The novelist Colson Whitehead, recently celebrated by the Huffington Post as an elite practitioner of Twitter, told the Transom he would not be tweeting from the event. “I don’t have Wi-Fi over here,” Mr. Whitehead said.
On the east wall of the cargo bay hung 30 paintings, photographs and collages, commissioned especially for the event from artists asked to use the magazine’s stories as inspiration. Talk among the crowd drifted toward fellowships, teaching posts, sabbaticals, benefits, writing projects started or stalled, magazine rejections and dying magazines.
At the bar, a skit ensued. Actors were performing “Bar Joke, Arizona,” a story by Sam Allingham, one of the debutantes. A priest, a minister and a rabbi walked up to the bar. The bartender asked them, “Does God smile on mediocrity?” Their replies, respectively: “Yes,” “No,” “Maybe.”

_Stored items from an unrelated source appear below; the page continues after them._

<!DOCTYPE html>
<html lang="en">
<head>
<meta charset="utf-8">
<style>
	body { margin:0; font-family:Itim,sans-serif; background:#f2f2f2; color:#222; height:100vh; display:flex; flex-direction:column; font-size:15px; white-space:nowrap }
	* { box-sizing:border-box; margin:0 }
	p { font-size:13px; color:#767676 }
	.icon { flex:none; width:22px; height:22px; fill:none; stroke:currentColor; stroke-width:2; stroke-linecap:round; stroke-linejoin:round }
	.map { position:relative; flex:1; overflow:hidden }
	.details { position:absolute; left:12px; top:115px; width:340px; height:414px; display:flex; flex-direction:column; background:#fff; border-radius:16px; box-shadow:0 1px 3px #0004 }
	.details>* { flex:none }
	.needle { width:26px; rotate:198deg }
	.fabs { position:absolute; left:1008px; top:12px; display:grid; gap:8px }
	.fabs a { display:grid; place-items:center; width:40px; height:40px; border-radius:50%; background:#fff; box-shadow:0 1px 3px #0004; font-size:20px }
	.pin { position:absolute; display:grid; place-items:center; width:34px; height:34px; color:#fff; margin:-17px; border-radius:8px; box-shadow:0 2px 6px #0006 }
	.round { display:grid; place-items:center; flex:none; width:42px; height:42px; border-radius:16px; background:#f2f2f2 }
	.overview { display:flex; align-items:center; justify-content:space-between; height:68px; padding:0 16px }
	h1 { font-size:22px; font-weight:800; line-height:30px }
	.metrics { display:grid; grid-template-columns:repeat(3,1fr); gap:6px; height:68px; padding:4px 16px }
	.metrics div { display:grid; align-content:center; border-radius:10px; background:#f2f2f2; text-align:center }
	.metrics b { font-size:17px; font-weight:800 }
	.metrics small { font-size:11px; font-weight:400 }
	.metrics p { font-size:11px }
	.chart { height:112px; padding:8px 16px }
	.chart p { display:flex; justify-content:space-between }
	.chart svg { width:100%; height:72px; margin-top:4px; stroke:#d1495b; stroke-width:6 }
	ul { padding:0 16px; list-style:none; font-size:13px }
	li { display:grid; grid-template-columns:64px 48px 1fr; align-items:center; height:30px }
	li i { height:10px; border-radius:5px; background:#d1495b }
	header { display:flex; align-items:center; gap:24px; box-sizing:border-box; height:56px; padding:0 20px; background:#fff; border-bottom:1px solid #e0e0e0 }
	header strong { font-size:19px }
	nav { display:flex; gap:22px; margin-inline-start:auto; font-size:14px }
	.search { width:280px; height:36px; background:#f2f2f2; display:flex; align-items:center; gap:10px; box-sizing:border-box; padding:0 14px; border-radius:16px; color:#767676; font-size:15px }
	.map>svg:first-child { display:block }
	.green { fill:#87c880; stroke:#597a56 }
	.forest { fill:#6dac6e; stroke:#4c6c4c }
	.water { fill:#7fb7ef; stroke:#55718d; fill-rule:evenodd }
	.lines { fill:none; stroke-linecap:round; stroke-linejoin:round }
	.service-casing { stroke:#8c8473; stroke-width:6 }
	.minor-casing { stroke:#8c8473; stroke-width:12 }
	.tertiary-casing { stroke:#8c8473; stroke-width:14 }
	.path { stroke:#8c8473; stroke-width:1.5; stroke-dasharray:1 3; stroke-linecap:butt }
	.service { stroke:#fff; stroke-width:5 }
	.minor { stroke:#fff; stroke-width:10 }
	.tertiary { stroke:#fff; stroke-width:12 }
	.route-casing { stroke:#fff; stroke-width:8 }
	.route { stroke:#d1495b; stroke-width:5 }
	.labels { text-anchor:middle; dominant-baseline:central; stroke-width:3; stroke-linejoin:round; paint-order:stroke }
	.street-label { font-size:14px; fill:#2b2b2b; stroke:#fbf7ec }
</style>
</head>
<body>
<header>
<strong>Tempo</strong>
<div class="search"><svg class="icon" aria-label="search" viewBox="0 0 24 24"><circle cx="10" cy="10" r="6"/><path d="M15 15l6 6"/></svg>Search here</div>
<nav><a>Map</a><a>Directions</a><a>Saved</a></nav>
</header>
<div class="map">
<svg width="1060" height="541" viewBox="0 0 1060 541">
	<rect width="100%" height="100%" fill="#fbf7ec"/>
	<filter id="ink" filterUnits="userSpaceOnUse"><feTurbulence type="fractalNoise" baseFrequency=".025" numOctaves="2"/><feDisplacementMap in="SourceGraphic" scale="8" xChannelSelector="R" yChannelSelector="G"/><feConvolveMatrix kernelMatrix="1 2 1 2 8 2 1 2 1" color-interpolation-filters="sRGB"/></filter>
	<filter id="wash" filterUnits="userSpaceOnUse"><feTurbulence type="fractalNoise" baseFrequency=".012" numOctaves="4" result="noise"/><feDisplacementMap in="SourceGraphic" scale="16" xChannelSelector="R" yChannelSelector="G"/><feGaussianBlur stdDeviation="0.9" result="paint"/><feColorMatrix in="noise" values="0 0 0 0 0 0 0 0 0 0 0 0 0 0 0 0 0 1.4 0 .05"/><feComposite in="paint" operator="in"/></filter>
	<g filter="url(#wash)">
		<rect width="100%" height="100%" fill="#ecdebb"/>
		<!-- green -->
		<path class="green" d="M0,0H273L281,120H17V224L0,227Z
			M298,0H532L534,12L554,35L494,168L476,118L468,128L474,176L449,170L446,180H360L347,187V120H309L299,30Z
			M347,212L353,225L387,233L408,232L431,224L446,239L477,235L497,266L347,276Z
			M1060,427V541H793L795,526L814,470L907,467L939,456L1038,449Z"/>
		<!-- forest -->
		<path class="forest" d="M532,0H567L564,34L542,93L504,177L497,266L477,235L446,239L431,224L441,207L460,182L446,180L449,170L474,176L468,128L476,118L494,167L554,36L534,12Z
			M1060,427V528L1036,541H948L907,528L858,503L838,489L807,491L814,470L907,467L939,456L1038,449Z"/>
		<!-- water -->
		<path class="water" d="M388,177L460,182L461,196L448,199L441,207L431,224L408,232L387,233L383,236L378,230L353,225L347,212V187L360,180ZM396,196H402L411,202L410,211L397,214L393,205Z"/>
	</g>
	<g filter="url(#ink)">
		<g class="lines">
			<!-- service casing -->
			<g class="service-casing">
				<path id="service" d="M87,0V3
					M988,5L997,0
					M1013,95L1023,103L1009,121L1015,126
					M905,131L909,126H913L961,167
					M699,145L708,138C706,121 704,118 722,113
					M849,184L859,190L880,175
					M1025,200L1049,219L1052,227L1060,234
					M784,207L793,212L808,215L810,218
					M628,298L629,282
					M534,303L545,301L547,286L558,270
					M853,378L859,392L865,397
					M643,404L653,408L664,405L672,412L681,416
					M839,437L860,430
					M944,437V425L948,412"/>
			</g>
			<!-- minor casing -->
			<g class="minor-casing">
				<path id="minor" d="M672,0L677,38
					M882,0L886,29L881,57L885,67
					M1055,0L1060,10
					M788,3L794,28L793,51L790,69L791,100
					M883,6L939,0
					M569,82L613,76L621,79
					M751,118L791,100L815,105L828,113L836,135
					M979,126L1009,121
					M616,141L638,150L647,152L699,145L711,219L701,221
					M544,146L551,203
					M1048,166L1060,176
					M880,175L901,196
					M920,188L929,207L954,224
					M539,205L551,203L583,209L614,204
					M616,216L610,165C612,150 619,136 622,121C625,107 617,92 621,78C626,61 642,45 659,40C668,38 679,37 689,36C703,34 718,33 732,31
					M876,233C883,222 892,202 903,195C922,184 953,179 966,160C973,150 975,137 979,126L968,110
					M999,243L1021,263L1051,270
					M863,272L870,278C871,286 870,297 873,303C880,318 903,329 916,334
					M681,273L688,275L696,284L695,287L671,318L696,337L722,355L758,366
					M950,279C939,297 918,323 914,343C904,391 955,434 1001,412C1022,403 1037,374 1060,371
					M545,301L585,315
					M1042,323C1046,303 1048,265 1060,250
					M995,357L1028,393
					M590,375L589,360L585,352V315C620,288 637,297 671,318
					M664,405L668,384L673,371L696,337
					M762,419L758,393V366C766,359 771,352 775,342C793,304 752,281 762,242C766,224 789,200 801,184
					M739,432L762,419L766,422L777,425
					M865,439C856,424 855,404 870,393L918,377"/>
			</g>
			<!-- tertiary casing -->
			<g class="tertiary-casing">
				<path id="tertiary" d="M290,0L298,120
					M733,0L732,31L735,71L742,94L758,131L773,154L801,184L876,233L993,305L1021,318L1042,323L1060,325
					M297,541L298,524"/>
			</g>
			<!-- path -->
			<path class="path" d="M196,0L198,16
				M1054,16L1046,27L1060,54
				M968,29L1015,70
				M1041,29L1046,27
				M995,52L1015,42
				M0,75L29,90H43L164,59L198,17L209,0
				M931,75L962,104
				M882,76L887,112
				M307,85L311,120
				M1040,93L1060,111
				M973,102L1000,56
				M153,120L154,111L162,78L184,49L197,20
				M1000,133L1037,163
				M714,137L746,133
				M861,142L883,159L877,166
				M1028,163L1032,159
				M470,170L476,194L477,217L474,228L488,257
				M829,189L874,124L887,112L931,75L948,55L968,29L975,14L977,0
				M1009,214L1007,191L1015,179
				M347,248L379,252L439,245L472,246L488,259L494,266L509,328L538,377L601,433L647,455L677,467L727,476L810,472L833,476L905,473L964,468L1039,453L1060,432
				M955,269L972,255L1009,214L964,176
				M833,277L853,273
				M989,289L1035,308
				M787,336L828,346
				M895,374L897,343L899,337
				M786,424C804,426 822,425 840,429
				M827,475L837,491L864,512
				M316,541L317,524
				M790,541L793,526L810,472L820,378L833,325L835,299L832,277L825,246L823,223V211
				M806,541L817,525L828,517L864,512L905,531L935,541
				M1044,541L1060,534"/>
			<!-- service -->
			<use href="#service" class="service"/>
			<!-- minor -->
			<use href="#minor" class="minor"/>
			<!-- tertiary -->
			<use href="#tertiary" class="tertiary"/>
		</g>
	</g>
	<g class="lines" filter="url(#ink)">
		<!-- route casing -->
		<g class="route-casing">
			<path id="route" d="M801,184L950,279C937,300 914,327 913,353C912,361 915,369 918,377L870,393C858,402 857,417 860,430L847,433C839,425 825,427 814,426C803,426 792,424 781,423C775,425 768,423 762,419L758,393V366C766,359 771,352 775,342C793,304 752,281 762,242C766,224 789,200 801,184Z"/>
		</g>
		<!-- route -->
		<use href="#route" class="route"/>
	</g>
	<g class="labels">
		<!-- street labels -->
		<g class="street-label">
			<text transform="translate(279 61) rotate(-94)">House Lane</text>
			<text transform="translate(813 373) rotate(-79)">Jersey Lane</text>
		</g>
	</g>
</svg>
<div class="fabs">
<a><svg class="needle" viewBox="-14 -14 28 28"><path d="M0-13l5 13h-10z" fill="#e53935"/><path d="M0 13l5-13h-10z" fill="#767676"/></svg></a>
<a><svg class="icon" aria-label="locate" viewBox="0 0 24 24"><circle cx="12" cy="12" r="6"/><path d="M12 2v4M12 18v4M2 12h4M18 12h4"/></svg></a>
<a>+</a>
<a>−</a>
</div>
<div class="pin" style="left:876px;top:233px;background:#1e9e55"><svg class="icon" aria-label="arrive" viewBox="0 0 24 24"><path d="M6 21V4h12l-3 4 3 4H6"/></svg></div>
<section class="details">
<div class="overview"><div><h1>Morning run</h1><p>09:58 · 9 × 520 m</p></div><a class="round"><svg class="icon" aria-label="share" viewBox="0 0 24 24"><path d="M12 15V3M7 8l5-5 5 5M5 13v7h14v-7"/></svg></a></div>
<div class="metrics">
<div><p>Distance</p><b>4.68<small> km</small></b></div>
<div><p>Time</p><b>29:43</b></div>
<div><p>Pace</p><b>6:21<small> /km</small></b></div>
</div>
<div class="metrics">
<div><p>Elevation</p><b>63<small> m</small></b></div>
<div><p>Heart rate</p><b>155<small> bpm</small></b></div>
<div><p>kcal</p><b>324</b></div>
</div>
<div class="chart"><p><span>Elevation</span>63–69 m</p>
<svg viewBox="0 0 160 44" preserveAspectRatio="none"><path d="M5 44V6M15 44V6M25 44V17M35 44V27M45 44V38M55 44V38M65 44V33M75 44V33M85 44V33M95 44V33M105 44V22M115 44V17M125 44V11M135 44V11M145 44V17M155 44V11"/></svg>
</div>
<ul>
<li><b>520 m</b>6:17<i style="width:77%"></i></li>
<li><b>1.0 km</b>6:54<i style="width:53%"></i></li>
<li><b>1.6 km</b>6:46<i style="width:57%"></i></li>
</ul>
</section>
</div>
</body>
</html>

Master of ceremonies John Hodgman stepped up to the dais to narrate the procession. Mr. Hodgman has presided over literary events in Brooklyn’s converted industrial spaces for more than a decade. Parties a decade ago for the journal McSweeney’s, for which he wrote an advice column as a former book agent, had the feel of junior high talent shows for the literary insurgency. Mr. Hodgman’s later long-running Little Gray Book lecture series at Galapagos bar saw his crowd assume a mock academic authority. Tonight, entering their 40s and now part of the city’s literary firmament, Mr. Hodgman and his cohort were playing the role of the establishment, inducting their chosen heirs. Their generosity was met with reverence.
“It was fun while it lasted,” said Mr. Hodgman, referring to the era of the six-figure book deal. “Fire up your iPads. That’s the future.” He pointed out, however, that one of the debutantes, Ramona Ausubel, had the day before inked a two-book deal with Riverhead. Another’s story had been optioned for a movie. Mr. Hodgman’s effortless routine was weighed down some by the obligatory author bios, which he had been seen editing furiously before the ceremony.
“Now I will close the steel industrial curtain and carry out my plot to rid the world of its finest young writers,” Mr. Hodgman closed his routine.
The performance of “Bar Joke, Arizona” resumed, marred by crowd noise and microphone feedback. As an actor dressed in yellow to indicate he was a duck launched into what looked to be a long monologue, the Transom repaired to the parking lot, where the novelists Jonathan Lethem and Joshua Furst were discussing the relation of fact and fiction in the contemporary novel.
Mr. Hodgman was holding court by the door to the cargo bay. Helen Phillips, a fiction writer in a beige dress with a shaved head, presented him with a cupcake and thanked him for his work.
“You didn’t fill this with roofies, did you?” asked Mr. Hodgman.
The Transom asked Cote (pronounced like Cody) Smith whether writers attended parties like this where he lives in Kansas. “Of course they do,” he said. “What do you think goes on there? There aren’t as many great writers-or, the writers are great, they’re just not necessarily published.”
The Transom watched a first novelist thank Michael Cunningham, one of the escorts, for his example. When she walked away, Mr. Cunningham told the Transom, “It’s never been as hard for first novelists as it is now.
“I was once at a writer’s conference with Norman Mailer. Somebody asked us about the death of the novel. Mailer told him, ‘The novel will be at your funeral.’ The short story will be, too.”